拍品专文
Executed in 1962, Two Dollar Bill (Front) marks perhaps the most important year in Andy Warhol’s emerging career, during which he first turned to silkscreens and produced his now-iconic pictures of Campbell’s Soup. This was the moment when Warhol entirely reconceived his idiom—and with it, the whole of art history. Prior to this year, the bulk of Warhol’s output had been commercial illustrations for companies such as Tiffany & Co., Bonwit Teller and Columbia Records as well as Vogue and Glamour magazines. At the beginning of the 1960s, however, he turned his attention to the nascent Pop art movement, trying his hand at large paintings of comic strips and advertisements. Disappointed by the lack of success and seeking new modes of production, Warhol began to experiment with rubber and wooden stamps. But it was the introduction of the silkscreen that set his career in motion and radically upended visual culture.
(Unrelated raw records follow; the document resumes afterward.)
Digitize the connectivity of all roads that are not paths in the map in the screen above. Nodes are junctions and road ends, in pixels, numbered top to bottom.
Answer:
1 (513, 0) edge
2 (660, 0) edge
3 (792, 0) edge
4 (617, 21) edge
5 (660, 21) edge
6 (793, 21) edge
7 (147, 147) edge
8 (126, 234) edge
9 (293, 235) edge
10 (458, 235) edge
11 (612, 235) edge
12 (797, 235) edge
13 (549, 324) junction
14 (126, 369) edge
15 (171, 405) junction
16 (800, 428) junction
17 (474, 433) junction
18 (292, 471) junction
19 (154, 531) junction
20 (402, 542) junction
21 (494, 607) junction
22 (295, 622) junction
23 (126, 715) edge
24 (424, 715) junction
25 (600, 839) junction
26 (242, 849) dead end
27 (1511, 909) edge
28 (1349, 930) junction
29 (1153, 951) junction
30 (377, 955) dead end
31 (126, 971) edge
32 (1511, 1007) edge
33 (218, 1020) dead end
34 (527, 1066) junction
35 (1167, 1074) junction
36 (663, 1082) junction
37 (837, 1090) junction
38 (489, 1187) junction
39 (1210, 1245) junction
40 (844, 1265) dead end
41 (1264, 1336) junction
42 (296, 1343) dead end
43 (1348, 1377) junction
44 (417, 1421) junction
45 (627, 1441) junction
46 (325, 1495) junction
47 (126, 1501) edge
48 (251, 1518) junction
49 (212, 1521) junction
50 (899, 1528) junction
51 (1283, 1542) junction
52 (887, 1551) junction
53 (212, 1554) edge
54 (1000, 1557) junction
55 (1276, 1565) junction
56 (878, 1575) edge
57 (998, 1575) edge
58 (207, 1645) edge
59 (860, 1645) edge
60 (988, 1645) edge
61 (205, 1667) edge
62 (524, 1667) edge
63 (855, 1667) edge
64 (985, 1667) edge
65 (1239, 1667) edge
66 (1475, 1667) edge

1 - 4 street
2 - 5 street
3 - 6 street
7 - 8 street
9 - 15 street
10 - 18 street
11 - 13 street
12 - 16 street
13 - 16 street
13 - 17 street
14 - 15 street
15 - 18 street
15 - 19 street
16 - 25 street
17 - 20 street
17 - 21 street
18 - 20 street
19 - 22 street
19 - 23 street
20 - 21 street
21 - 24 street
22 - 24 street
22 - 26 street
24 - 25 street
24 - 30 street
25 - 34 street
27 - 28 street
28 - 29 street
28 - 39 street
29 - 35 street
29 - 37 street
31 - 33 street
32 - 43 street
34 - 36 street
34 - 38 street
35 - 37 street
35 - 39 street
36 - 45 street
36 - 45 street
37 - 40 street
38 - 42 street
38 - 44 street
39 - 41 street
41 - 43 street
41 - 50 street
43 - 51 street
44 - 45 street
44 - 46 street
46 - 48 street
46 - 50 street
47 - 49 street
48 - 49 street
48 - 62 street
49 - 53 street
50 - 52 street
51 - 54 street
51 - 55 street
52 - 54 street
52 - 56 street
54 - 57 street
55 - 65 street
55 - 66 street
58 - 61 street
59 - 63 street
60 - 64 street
As its title suggests, Two Dollar Bill (Front) depicts one side of the United States’ least popular denomination, complete with serial number and signature. Inked with extraordinary detail, the image is slightly larger than its real-world counterpart. Perhaps Warhol hoped to fend off any accusation of counterfeiting. He drew the initial image himself, distinguishing the work from later silkscreens that would be derived from photographs. He was a great admirer of American money, saying later that he found it to be ‘very well-designed’ (A. Warhol, The Philosophy of Andy Warhol (From A to B and Back Again), New York 1975, p. 136). As to why he chose this as his first silkscreened image remains a mystery, but there are several competing stories. The gallerist Eleanor Ward claimed that she had offered Warhol a solo show at Sable Gallery if he would paint her a lucky two-dollar bill, but the antiques dealer Muriel Latow maintains that she came up with the idea herself—and then charged Warhol fifty dollars for it. Whatever the reason, he began to silkscreen the fronts and backs of one- and two-dollar bills in 1962, inaugurating what was to be his most extensive series to date.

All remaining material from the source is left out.